══ RECORDS FOR THE EXERCISE ══
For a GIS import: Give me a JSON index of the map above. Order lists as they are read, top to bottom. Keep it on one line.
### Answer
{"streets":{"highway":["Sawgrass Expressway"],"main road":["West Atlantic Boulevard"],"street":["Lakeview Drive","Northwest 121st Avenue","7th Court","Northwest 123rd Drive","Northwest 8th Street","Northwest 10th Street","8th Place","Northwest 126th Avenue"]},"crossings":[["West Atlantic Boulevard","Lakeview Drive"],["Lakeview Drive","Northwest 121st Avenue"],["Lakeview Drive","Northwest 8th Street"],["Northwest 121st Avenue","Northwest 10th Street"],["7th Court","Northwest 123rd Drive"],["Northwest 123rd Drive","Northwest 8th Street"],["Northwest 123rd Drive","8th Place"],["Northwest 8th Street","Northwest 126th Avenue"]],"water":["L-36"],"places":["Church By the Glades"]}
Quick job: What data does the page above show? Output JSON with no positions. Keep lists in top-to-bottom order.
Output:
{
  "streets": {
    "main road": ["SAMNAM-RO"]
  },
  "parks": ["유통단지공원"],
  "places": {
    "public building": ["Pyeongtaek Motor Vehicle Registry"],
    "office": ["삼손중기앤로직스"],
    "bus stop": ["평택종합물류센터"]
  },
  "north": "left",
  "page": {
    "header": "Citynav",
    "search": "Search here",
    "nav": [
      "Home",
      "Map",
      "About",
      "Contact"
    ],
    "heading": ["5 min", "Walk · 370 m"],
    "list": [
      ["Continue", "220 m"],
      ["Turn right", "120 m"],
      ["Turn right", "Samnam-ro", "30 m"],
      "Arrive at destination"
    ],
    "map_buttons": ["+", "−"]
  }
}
═══
● **TASK OBJECTIVE**
Exactly the lines from the one holding "Quick job: What" through the end of the data are to be repeated, with both ends included.

● **EXERCISE SOLUTION**
Quick job: What data does the page above show? Output JSON with no positions. Keep lists in top-to-bottom order.
Output:
{
  "streets": {
    "main road": ["SAMNAM-RO"]
  },
  "parks": ["유통단지공원"],
  "places": {
    "public building": ["Pyeongtaek Motor Vehicle Registry"],
    "office": ["삼손중기앤로직스"],
    "bus stop": ["평택종합물류센터"]
  },
  "north": "left",
  "page": {
    "header": "Citynav",
    "search": "Search here",
    "nav": [
      "Home",
      "Map",
      "About",
      "Contact"
    ],
    "heading": ["5 min", "Walk · 370 m"],
    "list": [
      ["Continue", "220 m"],
      ["Turn right", "120 m"],
      ["Turn right", "Samnam-ro", "30 m"],
      "Arrive at destination"
    ],
    "map_buttons": ["+", "−"]
  }
}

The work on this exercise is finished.